EXERCISE OBJECTIVE: What you return must match the entries word for word, minus the pictures.

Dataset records

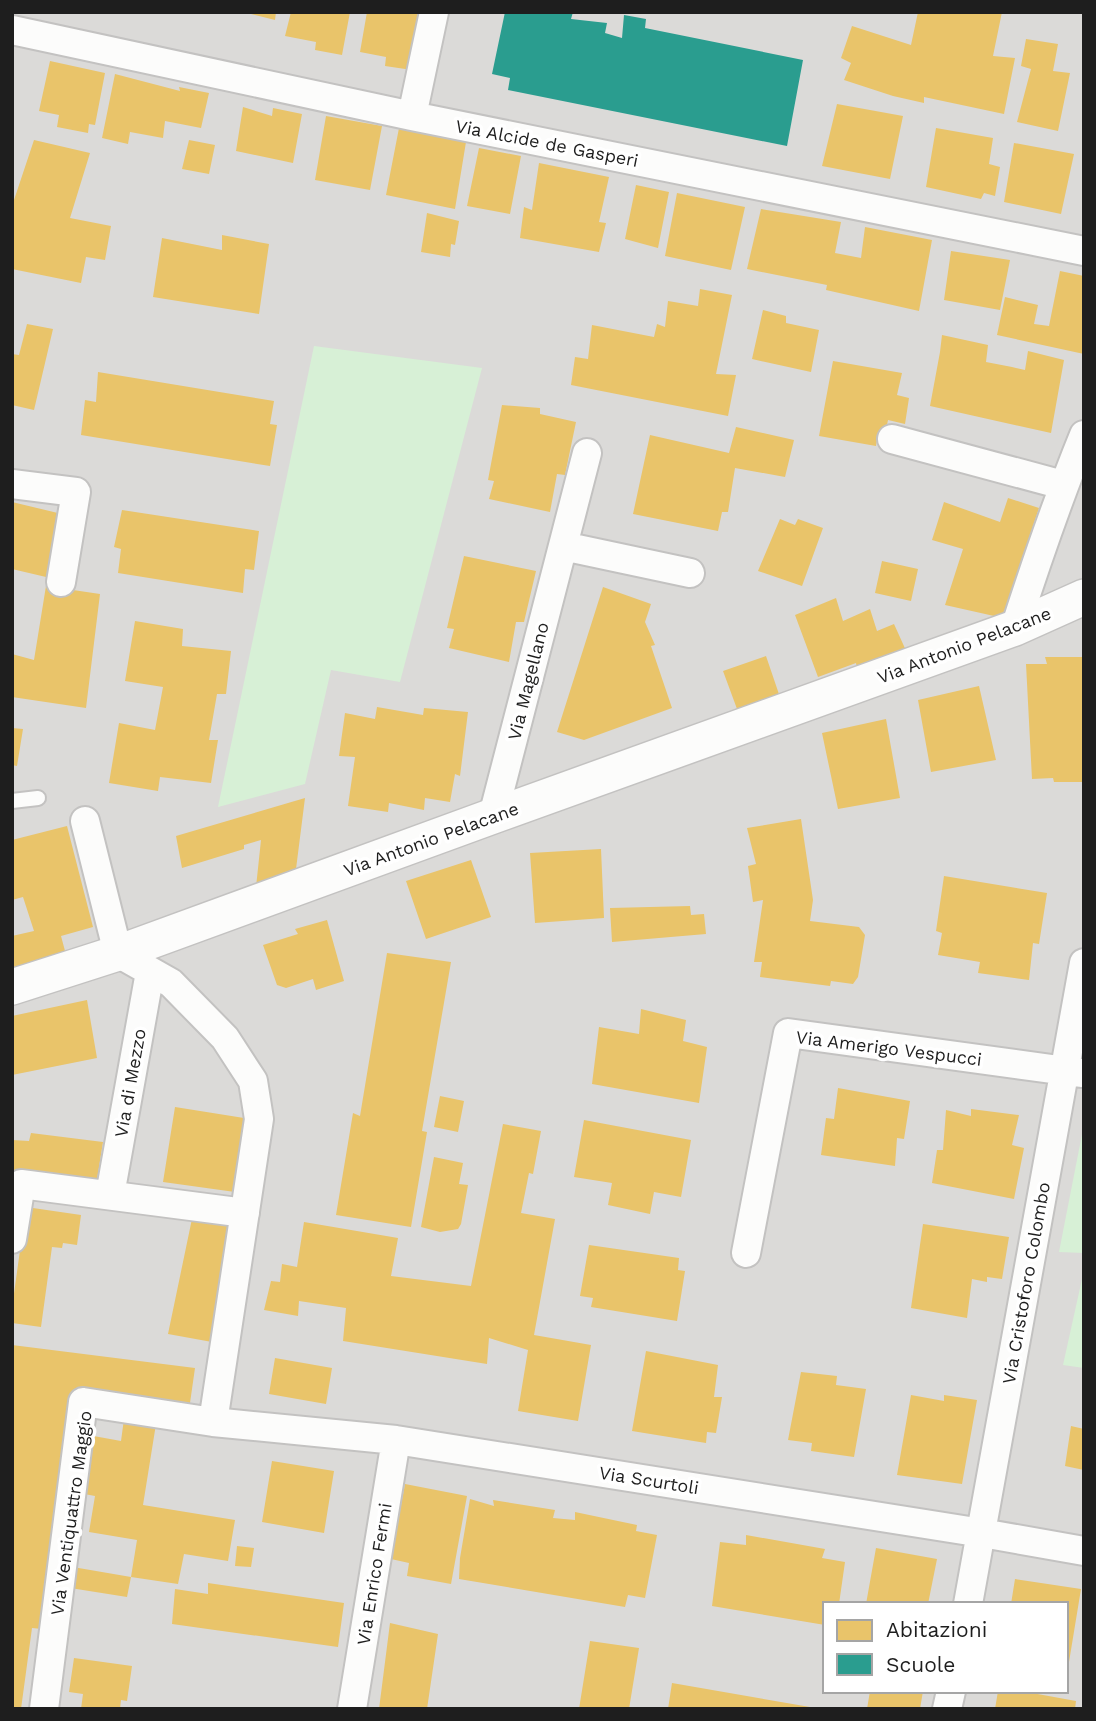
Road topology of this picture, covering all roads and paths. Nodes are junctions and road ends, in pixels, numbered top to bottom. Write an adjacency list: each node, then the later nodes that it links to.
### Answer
1 (435, 12): 3 (street)
2 (12, 30): 3 (street, Via Alcide de Gasperi)
3 (412, 116): 4 (street, Via Alcide de Gasperi)
4 (1084, 251)
5 (1084, 435): 9 (street)
6 (892, 439): 9 (street)
7 (587, 453): 10 (street, Via Magellano)
8 (12, 484): 12 (street)
9 (1063, 485): 14 (street)
10 (563, 546): 11 (street); 17 (street, Via Magellano)
11 (690, 573)
12 (61, 582)
13 (1083, 599): 14 (street, Via Antonio Pelacane)
14 (1016, 628): 17 (street, Via Antonio Pelacane)
15 (38, 798): 16 (lane)
16 (12, 801)
17 (493, 816): 19 (street, Via Antonio Pelacane)
18 (85, 821): 19 (street)
19 (118, 953): 21 (street); 22 (street, Via Antonio Pelacane)
20 (1084, 963): 23 (street, Via Cristoforo Colombo)
21 (150, 972): 24 (street, Via di Mezzo); 25 (street)
22 (12, 987)
23 (1074, 1072): 27 (street, Via Amerigo Vespucci); 30 (street, Via Cristoforo Colombo)
24 (110, 1195): 25 (street); 26 (street)
25 (245, 1213): 28 (street)
26 (12, 1238)
27 (747, 1253)
28 (213, 1422): 29 (street, Via Scurtoli); 33 (street, Via Ventiquattro Maggio)
29 (397, 1440): 30 (street, Via Scurtoli); 34 (street, Via Enrico Fermi)
30 (982, 1533): 31 (street, Via Scurtoli); 32 (street, Via Cristoforo Colombo)
31 (1084, 1551)
32 (968, 1602)
33 (44, 1709)
34 (352, 1709)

COMPLETED TASK:
Road topology of this picture, covering all roads and paths. Nodes are junctions and road ends, in pixels, numbered top to bottom. Write an adjacency list: each node, then the later nodes that it links to.
### Answer
1 (435, 12): 3 (street)
2 (12, 30): 3 (street, Via Alcide de Gasperi)
3 (412, 116): 4 (street, Via Alcide de Gasperi)
4 (1084, 251)
5 (1084, 435): 9 (street)
6 (892, 439): 9 (street)
7 (587, 453): 10 (street, Via Magellano)
8 (12, 484): 12 (street)
9 (1063, 485): 14 (street)
10 (563, 546): 11 (street); 17 (street, Via Magellano)
11 (690, 573)
12 (61, 582)
13 (1083, 599): 14 (street, Via Antonio Pelacane)
14 (1016, 628): 17 (street, Via Antonio Pelacane)
15 (38, 798): 16 (lane)
16 (12, 801)
17 (493, 816): 19 (street, Via Antonio Pelacane)
18 (85, 821): 19 (street)
19 (118, 953): 21 (street); 22 (street, Via Antonio Pelacane)
20 (1084, 963): 23 (street, Via Cristoforo Colombo)
21 (150, 972): 24 (street, Via di Mezzo); 25 (street)
22 (12, 987)
23 (1074, 1072): 27 (street, Via Amerigo Vespucci); 30 (street, Via Cristoforo Colombo)
24 (110, 1195): 25 (street); 26 (street)
25 (245, 1213): 28 (street)
26 (12, 1238)
27 (747, 1253)
28 (213, 1422): 29 (street, Via Scurtoli); 33 (street, Via Ventiquattro Maggio)
29 (397, 1440): 30 (street, Via Scurtoli); 34 (street, Via Enrico Fermi)
30 (982, 1533): 31 (street, Via Scurtoli); 32 (street, Via Cristoforo Colombo)
31 (1084, 1551)
32 (968, 1602)
33 (44, 1709)
34 (352, 1709)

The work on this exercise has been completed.